The Magician's Own Book, or, the Whole Art of Conjuring / Being a complete hand-book of parlor magic, and containing over one thousand optical, chemical, mechanical, magnetical, and magical experiments, amusing transmutations, astonishing sleights and subtleties, celebrated card deceptions, ingenious tricks with numbers, curious and entertaining puzzles, together with all the most noted tricks of modern performers. - George Arnold; Frank Cahill

By some such means as these Archimedes found that if the diameter of a circle be called 7, then the circumference will be nearly 22; and that if the square of the diameter be 14, then the area of the circle will be equal to about 11; but this computation was slightly in error, and gave to the area of the circle too great a measure by about one three-thousandth part of the whole. At a later period, however, a European mathematician, named Metius, discovered a method which makes an extraordinary approach to accuracy, and is at the same time easily remembered. He found that if the diameter be considered equal to 113, then the circumference would equal 355; or if we multiply the square of the radius by 355, and divide it by 113, the area will be given. Now this method is so very nearly correct, that the area of a circle one foot in diameter is given within the fifty-thousandth part of a square inch.

Other mathematicians have carried the approximation still further. Ludolph Van Ceulen worked it out to 36 places of figures, showing that if the diameter be 1, the circumference will be

3.14,159,265,358,979,323,846,264,338,327,950,288.
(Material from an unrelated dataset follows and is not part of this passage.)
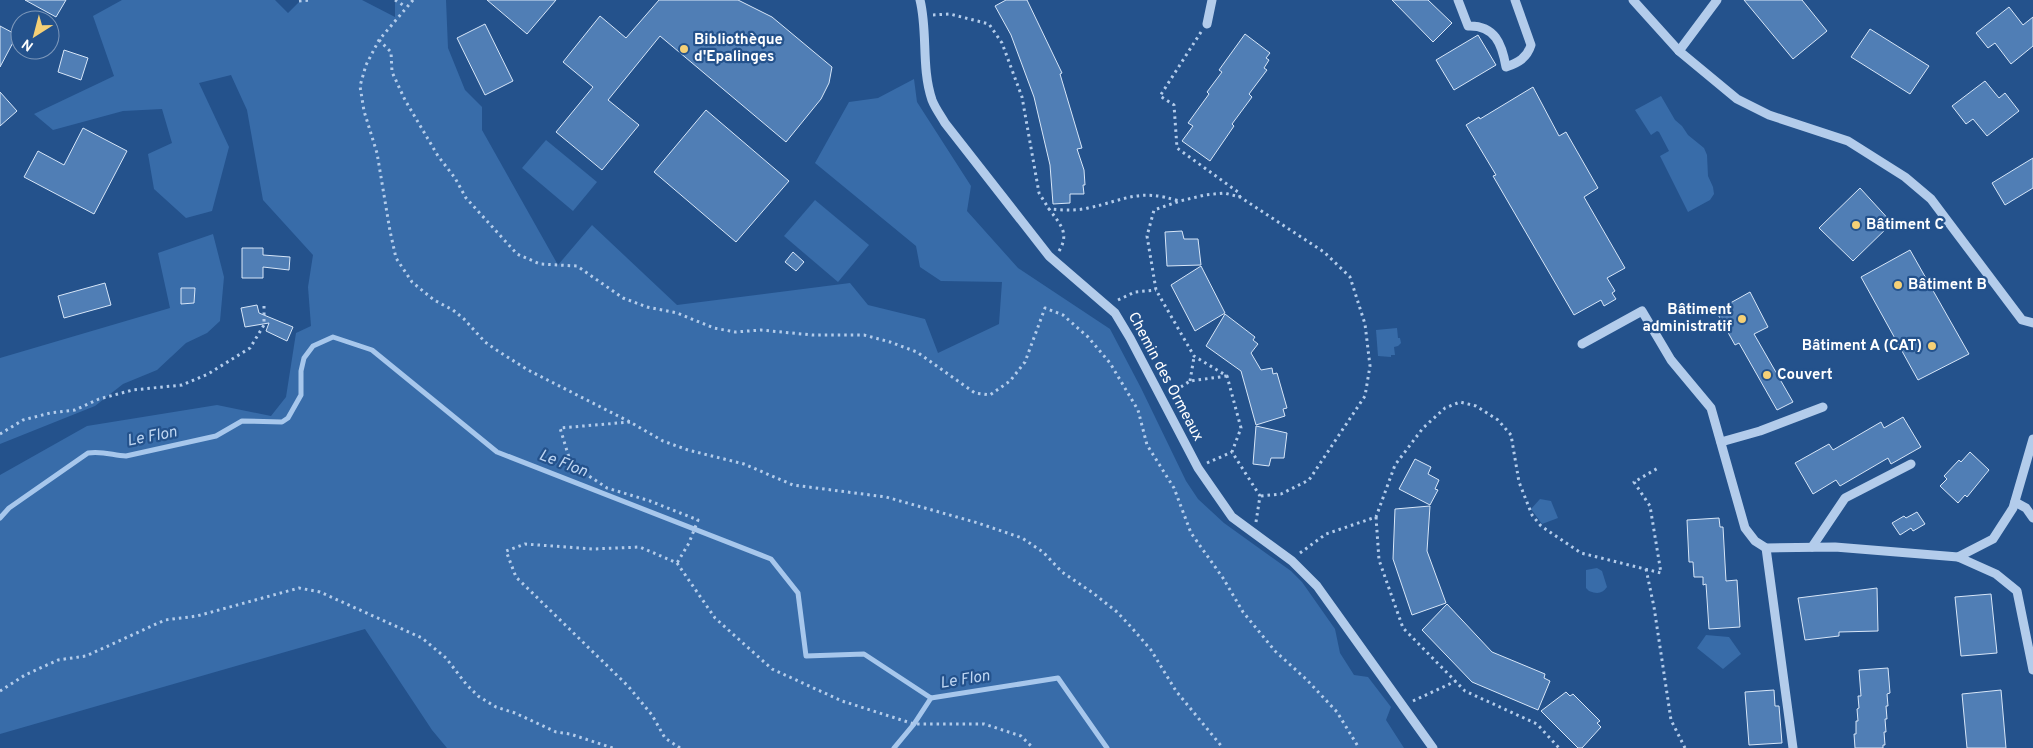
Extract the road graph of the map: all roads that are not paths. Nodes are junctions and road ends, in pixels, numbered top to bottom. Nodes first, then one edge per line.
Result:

or that if the last figure be 8, the result will be a little below the truth, and if 9, a little above it.

Since this, Mr. Sharp, an English mathematician, carried the approximation to 72 places of figures; Mr. John Machin to 100 figures, and eclipsed all others. M. de Lagny worked it out to 128 places of figures, and of the degree of nearness to which this computation brings the proportion, Montucla says, "If we suppose a circle, the diameter of which is a thousand million times greater than the distance between the sun and the earth, the error in the proportion of the circumference would be a thousand million times less than the thickness of a hair."

But after all, none of these computations are quite correct; they all deviate from the truth, and bring us to the conclusion that there are no numbers or collection of numbers which will give the exact ratio of the circumference, or of the area of a circle to its diameter. We offer this explanation on the subject to our young friends that they may not be puzzled by the question; and that should they be asked to square the circle, or hear any one assert that he can do so, they may be able to show that they are "awake" to the question, and know how to explain it.